======== WORKING DATA ========

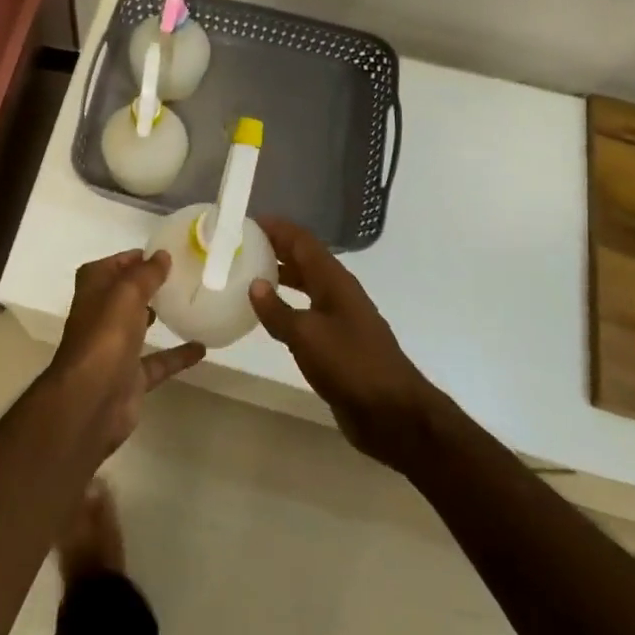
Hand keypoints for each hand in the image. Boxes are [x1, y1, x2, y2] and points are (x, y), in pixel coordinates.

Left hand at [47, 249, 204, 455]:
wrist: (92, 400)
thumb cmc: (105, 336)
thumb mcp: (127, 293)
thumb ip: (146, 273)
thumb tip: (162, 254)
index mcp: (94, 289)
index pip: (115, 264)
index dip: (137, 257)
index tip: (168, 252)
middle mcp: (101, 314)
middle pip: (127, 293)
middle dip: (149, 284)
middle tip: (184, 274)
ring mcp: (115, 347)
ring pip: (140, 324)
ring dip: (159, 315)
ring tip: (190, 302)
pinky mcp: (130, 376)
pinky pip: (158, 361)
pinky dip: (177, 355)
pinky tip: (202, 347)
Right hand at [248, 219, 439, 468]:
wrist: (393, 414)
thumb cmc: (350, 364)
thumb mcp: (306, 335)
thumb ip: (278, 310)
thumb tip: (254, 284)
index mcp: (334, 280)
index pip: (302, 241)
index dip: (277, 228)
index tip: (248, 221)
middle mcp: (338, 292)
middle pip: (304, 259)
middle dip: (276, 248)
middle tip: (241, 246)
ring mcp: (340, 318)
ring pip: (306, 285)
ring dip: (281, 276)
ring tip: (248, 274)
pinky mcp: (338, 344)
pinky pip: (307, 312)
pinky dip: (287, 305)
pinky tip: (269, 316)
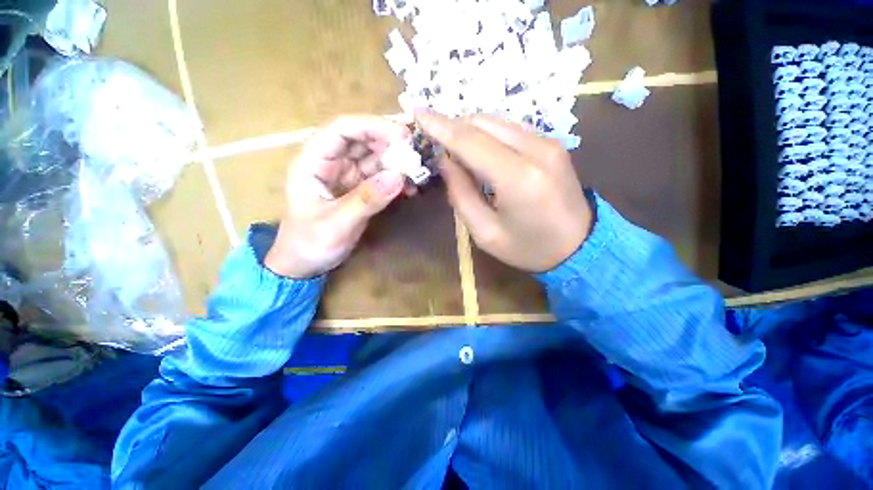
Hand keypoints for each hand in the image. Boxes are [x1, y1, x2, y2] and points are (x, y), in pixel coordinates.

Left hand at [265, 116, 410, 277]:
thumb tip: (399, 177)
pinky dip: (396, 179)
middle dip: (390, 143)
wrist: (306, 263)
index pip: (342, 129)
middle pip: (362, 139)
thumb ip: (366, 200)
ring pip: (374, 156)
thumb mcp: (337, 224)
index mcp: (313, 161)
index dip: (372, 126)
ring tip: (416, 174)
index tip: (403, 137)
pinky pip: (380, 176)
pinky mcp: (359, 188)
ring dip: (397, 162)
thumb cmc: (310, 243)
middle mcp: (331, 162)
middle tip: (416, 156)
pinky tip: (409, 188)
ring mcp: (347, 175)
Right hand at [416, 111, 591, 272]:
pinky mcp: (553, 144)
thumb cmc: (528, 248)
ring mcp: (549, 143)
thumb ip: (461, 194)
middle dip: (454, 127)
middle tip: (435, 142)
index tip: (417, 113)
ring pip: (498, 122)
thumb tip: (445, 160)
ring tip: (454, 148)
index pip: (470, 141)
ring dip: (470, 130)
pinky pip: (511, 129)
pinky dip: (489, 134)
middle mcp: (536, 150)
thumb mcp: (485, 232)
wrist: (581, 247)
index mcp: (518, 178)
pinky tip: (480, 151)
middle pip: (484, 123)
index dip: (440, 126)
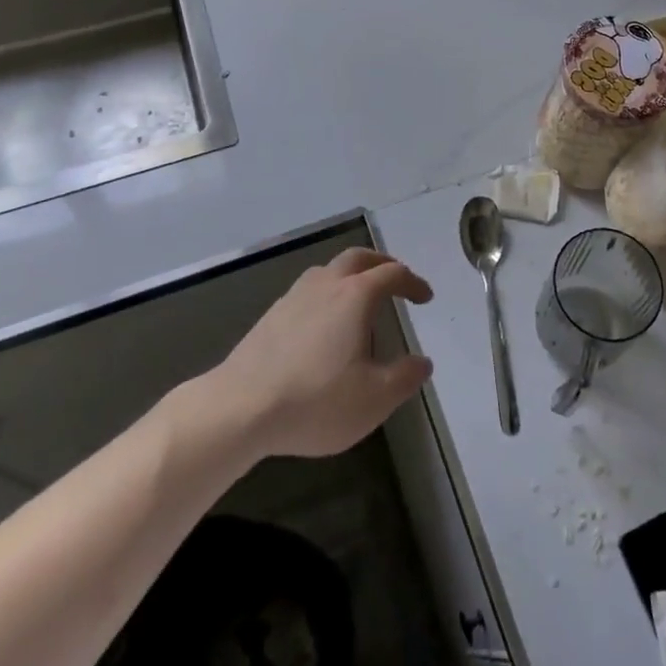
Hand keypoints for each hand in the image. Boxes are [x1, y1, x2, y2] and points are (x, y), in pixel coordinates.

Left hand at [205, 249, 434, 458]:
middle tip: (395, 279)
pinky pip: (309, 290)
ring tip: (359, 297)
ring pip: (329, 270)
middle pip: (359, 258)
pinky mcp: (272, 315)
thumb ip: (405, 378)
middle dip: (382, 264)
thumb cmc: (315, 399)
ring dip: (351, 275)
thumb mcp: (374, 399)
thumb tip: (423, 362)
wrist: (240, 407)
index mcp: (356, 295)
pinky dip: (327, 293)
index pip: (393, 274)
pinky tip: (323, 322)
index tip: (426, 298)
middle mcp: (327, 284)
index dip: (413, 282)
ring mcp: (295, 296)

========
======== WORKING DATA ========

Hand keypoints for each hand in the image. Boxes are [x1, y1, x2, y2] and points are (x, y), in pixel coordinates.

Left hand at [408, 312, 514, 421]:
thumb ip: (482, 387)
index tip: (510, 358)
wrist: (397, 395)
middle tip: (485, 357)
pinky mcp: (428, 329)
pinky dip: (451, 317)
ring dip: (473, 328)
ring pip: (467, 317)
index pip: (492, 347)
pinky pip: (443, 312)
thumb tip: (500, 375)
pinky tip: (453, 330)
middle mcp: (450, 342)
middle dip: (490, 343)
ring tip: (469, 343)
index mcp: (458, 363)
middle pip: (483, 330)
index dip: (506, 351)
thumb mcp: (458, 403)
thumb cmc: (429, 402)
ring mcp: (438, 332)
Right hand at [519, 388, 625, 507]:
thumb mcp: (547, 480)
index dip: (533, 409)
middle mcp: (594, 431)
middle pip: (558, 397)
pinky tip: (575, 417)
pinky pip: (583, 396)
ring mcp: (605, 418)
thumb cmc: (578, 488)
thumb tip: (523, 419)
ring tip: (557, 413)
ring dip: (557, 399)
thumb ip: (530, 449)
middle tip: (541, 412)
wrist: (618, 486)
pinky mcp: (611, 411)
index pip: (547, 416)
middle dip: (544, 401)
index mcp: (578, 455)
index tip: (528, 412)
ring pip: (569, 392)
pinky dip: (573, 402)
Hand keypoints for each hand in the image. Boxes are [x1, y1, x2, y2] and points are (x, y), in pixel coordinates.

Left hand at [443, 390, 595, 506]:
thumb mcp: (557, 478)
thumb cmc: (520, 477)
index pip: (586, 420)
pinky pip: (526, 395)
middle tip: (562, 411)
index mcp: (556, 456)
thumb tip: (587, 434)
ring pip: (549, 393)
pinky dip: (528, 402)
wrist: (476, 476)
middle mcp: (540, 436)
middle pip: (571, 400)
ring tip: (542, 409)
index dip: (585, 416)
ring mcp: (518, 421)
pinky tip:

========

:: WORK INSTRUCTION ::
From the records above, give again exactly the lines running from the line with "middle dip: (382, 264)" to the line with "ring mcp: (295, 296)", inclusive.

:: SOLVED EXERCISE ::
middle dip: (382, 264)
thumb cmc: (315, 399)
ring dip: (351, 275)
thumb mcp: (374, 399)
thumb tip: (423, 362)
wrist: (240, 407)
index mcp: (356, 295)
pinky dip: (327, 293)
index pip: (393, 274)
pinky tip: (323, 322)
index tip: (426, 298)
middle mcp: (327, 284)
index dip: (413, 282)
ring mcp: (295, 296)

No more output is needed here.